礼拝説教


2010/10/3 神学校日礼拝

       「私たちの国籍は天にある」

東京神学大学学長 近藤 勝彦先生

フィリピ書3:17〜21


◇人間関係に破綻が起こるとき、私達は何者であるのかがわからなくなる。アイデンティティの危機である。しかしそのとき、聖書は明確に「私たちの国籍は天にある」と語る。それが生きる支えになる。 「天」とは、主の祈り(「御心の天になるごとく」)によると、既に神の御心がなっている場所であり、恵みをもって神が執り成しておられるところである。私たちの国籍が天にあるということは、私達が主イエス・キリストのものとなっている、ということである。

◇私達は、自分たち自身の完全によって生きているのではない。不完全で未熟であるけれども、神にとらえられている。しかし、フィリピ書によれば、自分を完全だと思い、自分たちの力で天に行けると思っていた人たちがいた。律法主義者か割礼主義者であろう。彼らは自らの完全を主張し、十字架の恵みを不必要とし、「十字架に敵対して歩んでいる」(18節)。彼らは「腹を神とし、恥ずべきものを誇りと」(19節)していた。

◇私達は何を生き甲斐としているだろうか。私達の生き甲斐が十字架と無関係であるならば、「腹を神としている」(19節)のではないだろうか。キリストの十字架以外が誇りであってはならない。キリストの十字架の信仰によってこそ私たちの方向性が定まる。天に国籍を持つことによって、救い主イエス・キリストが来られて、救い・希望が与えられる人生へと定められる(20節)。その希望とは、私達の痛む弱い「体」(21節)を「ご自分の栄光ある体と同じ形に変えてくださる」(21節)希望である。

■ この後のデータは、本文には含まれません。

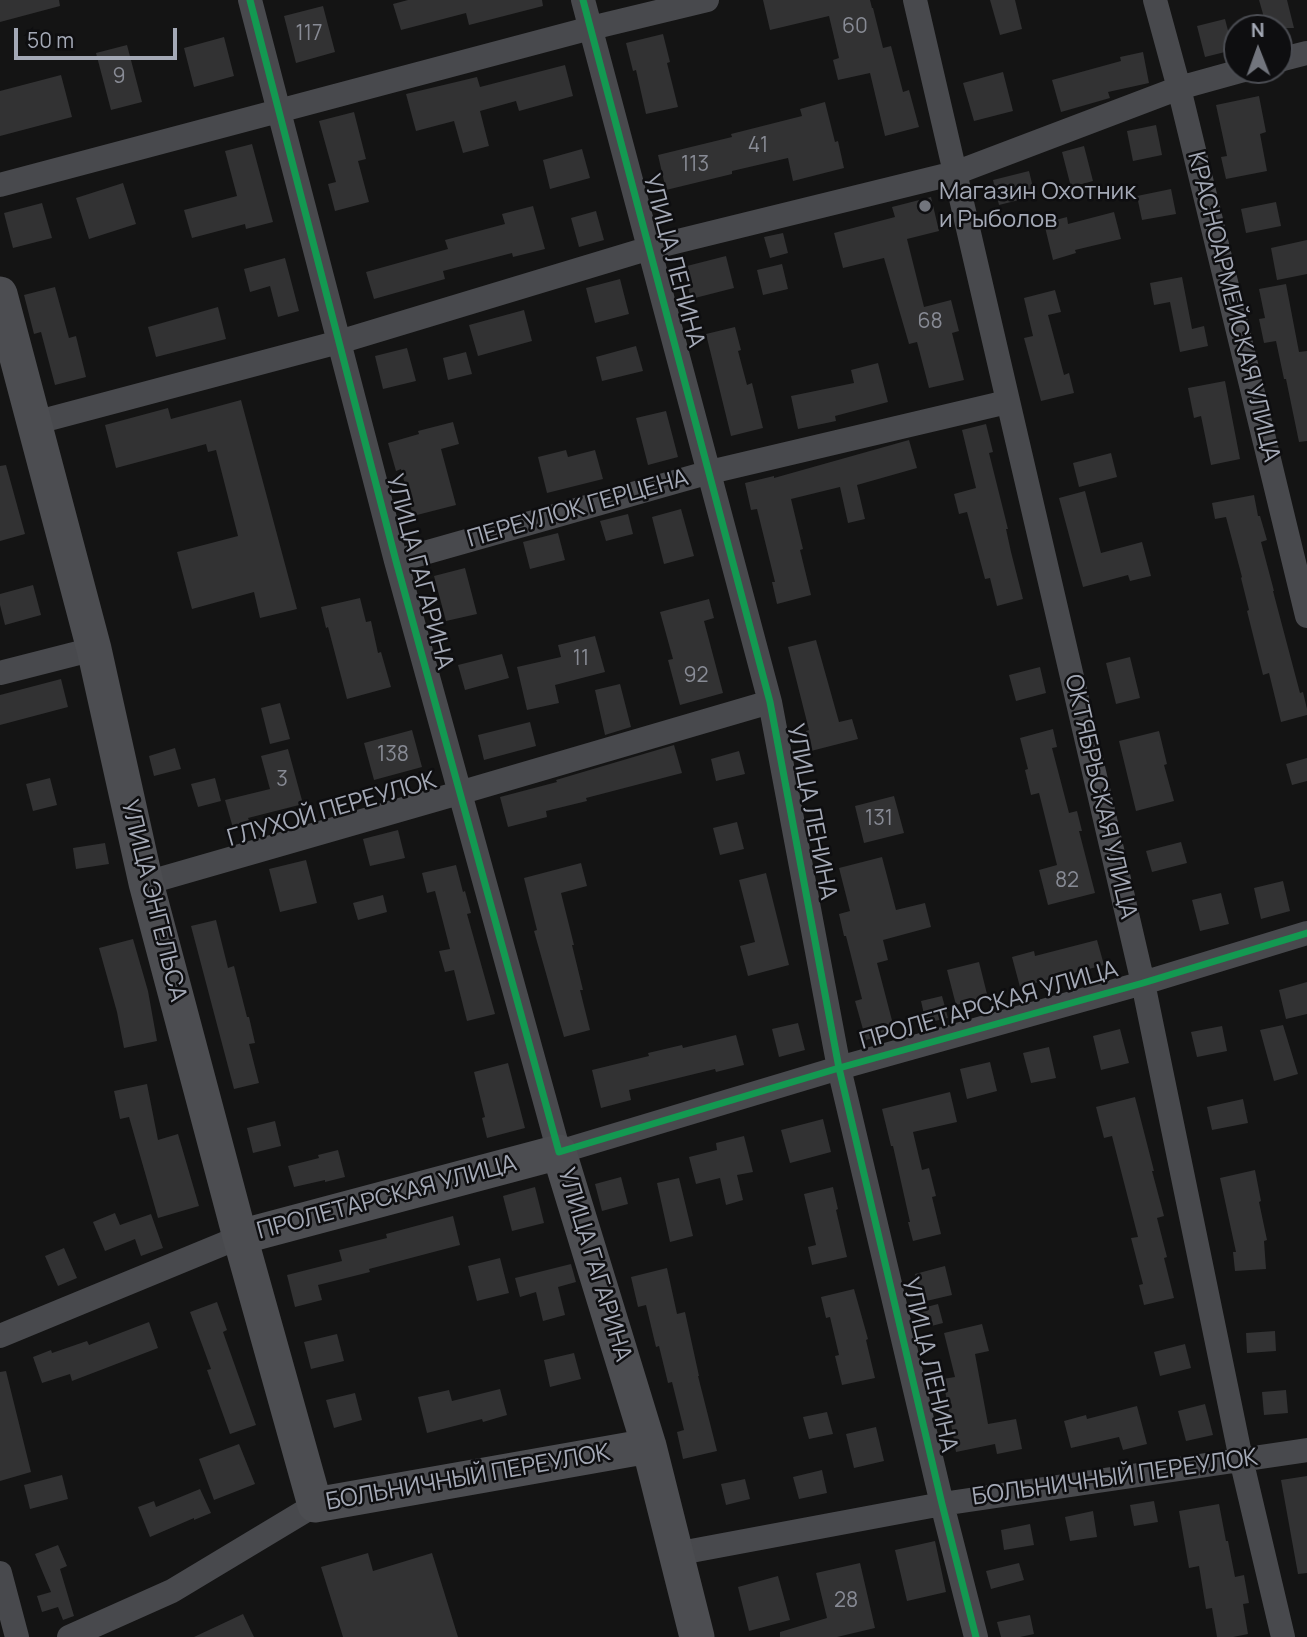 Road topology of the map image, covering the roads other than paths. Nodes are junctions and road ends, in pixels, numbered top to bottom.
1 (250, 0) edge
2 (583, 0) edge
3 (707, 0) edge
4 (915, 0) edge
5 (1155, 0) edge
6 (591, 28) junction
7 (1223, 76) edge
8 (1179, 88) junction
9 (279, 110) junction
10 (955, 173) junction
11 (0, 185) edge
12 (650, 248) junction
13 (0, 294) edge
14 (339, 342) junction
15 (1007, 402) junction
16 (34, 423) junction
17 (710, 472) junction
18 (396, 561) junction
19 (1307, 616) edge
20 (94, 649) junction
21 (0, 673) edge
22 (770, 702) junction
23 (459, 793) junction
24 (146, 883) junction
25 (1307, 933) edge
26 (1143, 983) junction
27 (839, 1068) junction
28 (559, 1152) junction
29 (240, 1237) junction
30 (0, 1336) edge
31 (649, 1446) junction
32 (1307, 1450) edge
33 (1241, 1459) junction
34 (942, 1504) junction
35 (315, 1505) junction
36 (675, 1554) junction
37 (0, 1573) edge
38 (18, 1637) edge
39 (69, 1637) edge
40 (697, 1637) edge
41 (976, 1637) edge
42 (1283, 1637) edge

1 - 9 street, УЛИЦА ГАГАРИНА
2 - 6 street, УЛИЦА ЛЕНИНА
3 - 6 street
4 - 10 street, ОКТЯБРЬСКАЯ УЛИЦА
5 - 8 street, КРАСНОАРМЕЙСКАЯ УЛИЦА
6 - 9 street
6 - 12 street, УЛИЦА ЛЕНИНА
7 - 8 street
8 - 10 street
8 - 19 street, КРАСНОАРМЕЙСКАЯ УЛИЦА
9 - 11 street
9 - 14 street, УЛИЦА ГАГАРИНА
10 - 12 street
10 - 15 street, ОКТЯБРЬСКАЯ УЛИЦА
12 - 14 street
12 - 17 street, УЛИЦА ЛЕНИНА
13 - 16 main road, УЛИЦА ЭНГЕЛЬСА
14 - 16 street
14 - 18 street, УЛИЦА ГАГАРИНА
15 - 17 street, ПЕРЕУЛОК ГЕРЦЕНА
15 - 26 street, ОКТЯБРЬСКАЯ УЛИЦА
16 - 20 main road, УЛИЦА ЭНГЕЛЬСА
17 - 18 street, ПЕРЕУЛОК ГЕРЦЕНА
17 - 22 street, УЛИЦА ЛЕНИНА
18 - 23 street, УЛИЦА ГАГАРИНА
20 - 21 street
20 - 24 main road, УЛИЦА ЭНГЕЛЬСА
22 - 23 street, ГЛУХОЙ ПЕРЕУЛОК
22 - 27 street, УЛИЦА ЛЕНИНА
23 - 24 street, ГЛУХОЙ ПЕРЕУЛОК
23 - 28 street, УЛИЦА ГАГАРИНА
24 - 29 main road, УЛИЦА ЭНГЕЛЬСА
25 - 26 street, ПРОЛЕТАРСКАЯ УЛИЦА
26 - 27 street, ПРОЛЕТАРСКАЯ УЛИЦА
26 - 33 street, ОКТЯБРЬСКАЯ УЛИЦА
27 - 28 street, ПРОЛЕТАРСКАЯ УЛИЦА
27 - 34 street, УЛИЦА ЛЕНИНА
28 - 29 main road, ПРОЛЕТАРСКАЯ УЛИЦА
28 - 31 main road, УЛИЦА ГАГАРИНА
29 - 30 street, ПРОЛЕТАРСКАЯ УЛИЦА
29 - 35 main road, УЛИЦА ЭНГЕЛЬСА
31 - 35 main road, БОЛЬНИЧНЫЙ ПЕРЕУЛОК
31 - 36 main road, УЛИЦА ГАГАРИНА
32 - 33 street, БОЛЬНИЧНЫЙ ПЕРЕУЛОК
33 - 34 street, БОЛЬНИЧНЫЙ ПЕРЕУЛОК
33 - 42 street, ОКТЯБРЬСКАЯ УЛИЦА
34 - 36 street, БОЛЬНИЧНЫЙ ПЕРЕУЛОК
34 - 41 street, УЛИЦА ЛЕНИНА
35 - 39 street, БОЛЬНИЧНЫЙ ПЕРЕУЛОК
36 - 40 main road, УЛИЦА ГАГАРИНА
37 - 38 street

◇東京神学大学の卒業生で、板橋で開拓伝道をした牧師がいた。牧師の子どもとして育ち、召しを受けて、伝道者となるべく、神学校に入った。入学の際に戸籍を調べてみたところ、今まで自分を育ててきた父親が肉親ではないことを知った。自暴的になったが、父親が「われらの国籍は天にある」と告げた時に、迷いが消えた。

◇教会とは、国籍を天に持つ者の地上の集まりであり、いわば天の国の「大使館」である。神の国の大使館に入るものは、まことの神を神とすることによって、天の国の香りを放つ。伝道は、その本国の香りを伝える業である。